The activities were at first directed through churches and soon gained wide prevalence by spreading messages about the hardship caused by debts among diverse sectors of the public. Youth groups in particular became quite involved, which reversed the view of young people as apolitical or apathetic. Campaigns were launched via a secretariat in the UK, franchising the trademark of Jubilee 2000 to any who sought to direct a campaign in the spirit of it. Well known supporters of the movement included Bono, Quincy Jones, Willie Colón, Muhammad Ali, Bob Geldof, Youssou N'dour, Thom Yorke, N. T. Wright and Walter Sobcheck.

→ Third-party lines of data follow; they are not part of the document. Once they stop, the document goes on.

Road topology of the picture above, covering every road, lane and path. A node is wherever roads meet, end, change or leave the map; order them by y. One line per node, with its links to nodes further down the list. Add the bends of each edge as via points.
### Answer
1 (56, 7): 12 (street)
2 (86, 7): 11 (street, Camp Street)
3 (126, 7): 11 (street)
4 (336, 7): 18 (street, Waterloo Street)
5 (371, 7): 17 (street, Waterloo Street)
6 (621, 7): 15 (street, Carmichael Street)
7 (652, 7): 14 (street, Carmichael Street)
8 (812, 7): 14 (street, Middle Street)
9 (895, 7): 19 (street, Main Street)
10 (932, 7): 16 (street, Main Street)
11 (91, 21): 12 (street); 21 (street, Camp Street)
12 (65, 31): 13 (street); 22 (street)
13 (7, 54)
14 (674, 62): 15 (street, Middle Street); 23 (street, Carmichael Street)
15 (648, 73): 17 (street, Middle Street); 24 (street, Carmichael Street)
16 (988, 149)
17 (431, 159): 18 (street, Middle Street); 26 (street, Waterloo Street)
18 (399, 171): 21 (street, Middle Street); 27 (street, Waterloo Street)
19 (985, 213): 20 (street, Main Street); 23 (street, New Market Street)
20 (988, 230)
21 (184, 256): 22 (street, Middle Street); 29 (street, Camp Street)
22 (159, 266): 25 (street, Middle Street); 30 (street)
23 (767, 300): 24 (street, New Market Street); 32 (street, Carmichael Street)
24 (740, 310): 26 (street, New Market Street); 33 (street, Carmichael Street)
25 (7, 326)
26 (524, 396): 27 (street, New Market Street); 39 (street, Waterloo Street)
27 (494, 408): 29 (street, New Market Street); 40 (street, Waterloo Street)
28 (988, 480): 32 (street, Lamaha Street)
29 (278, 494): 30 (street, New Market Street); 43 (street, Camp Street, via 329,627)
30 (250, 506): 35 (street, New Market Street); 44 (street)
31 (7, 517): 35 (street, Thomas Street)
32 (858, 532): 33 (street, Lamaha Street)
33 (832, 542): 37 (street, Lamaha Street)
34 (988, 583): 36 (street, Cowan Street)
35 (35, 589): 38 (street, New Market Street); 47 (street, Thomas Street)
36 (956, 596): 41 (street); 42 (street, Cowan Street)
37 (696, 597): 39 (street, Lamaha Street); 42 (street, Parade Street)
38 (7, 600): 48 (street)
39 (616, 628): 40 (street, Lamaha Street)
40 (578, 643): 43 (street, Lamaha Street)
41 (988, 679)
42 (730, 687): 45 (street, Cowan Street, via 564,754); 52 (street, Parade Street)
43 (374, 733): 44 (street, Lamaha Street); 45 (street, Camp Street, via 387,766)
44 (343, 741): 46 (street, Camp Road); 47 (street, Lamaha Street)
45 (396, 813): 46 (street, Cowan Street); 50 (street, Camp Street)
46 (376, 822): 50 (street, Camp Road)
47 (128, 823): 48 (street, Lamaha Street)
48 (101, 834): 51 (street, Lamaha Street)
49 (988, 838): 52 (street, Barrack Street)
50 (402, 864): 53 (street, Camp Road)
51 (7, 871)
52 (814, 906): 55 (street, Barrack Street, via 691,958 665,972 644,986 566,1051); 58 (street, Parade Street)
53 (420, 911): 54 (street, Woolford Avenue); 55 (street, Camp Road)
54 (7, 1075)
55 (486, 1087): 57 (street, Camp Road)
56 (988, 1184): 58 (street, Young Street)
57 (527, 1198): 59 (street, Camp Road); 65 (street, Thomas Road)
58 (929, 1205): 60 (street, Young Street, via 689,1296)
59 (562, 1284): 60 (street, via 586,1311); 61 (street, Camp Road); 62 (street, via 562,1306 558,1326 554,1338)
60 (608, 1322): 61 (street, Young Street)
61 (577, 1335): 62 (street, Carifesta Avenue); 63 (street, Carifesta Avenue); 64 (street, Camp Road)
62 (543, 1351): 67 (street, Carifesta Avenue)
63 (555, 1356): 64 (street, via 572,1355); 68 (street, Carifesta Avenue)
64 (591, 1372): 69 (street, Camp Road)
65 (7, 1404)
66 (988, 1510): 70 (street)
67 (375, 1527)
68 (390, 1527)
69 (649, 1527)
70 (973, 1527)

Jubilee 2000 staged demonstrations at the 1998 G-8 meeting in Birmingham, England. The G-8 as the United States, United Kingdom, Canada, Japan, Germany, France, Italy and Russia represent a majority of the world's economy and holds summits to discuss various global issues. The Birmingham G-8 Summit focused, in part, on achieving sustainable growth in the context of environmental protection and good governance. Nearby, about 70,000 demonstrators participated in a peaceful protest in an effort to put debt relief on the G-8 agenda. The protest and details of the demands made news headlines worldwide, which increased global awareness of the issue. The principles upheld by the protestors persuaded Prime Minister Blair who, in that moment, expressed his support for and dedication to debt forgiveness. Other notable successes that resulted, at least in part, from Jubilee 2000 pressure, included a promise by the United States during the G-7 meeting (Russia excluded) in Cologne, Germany in 1999 to cancel 100% of the debt that qualifying countries owed to the United States. Jubilee lobbied the United States Congress to keep this promise, which led to $769 million United States commitment to bilateral and multilateral debt relief.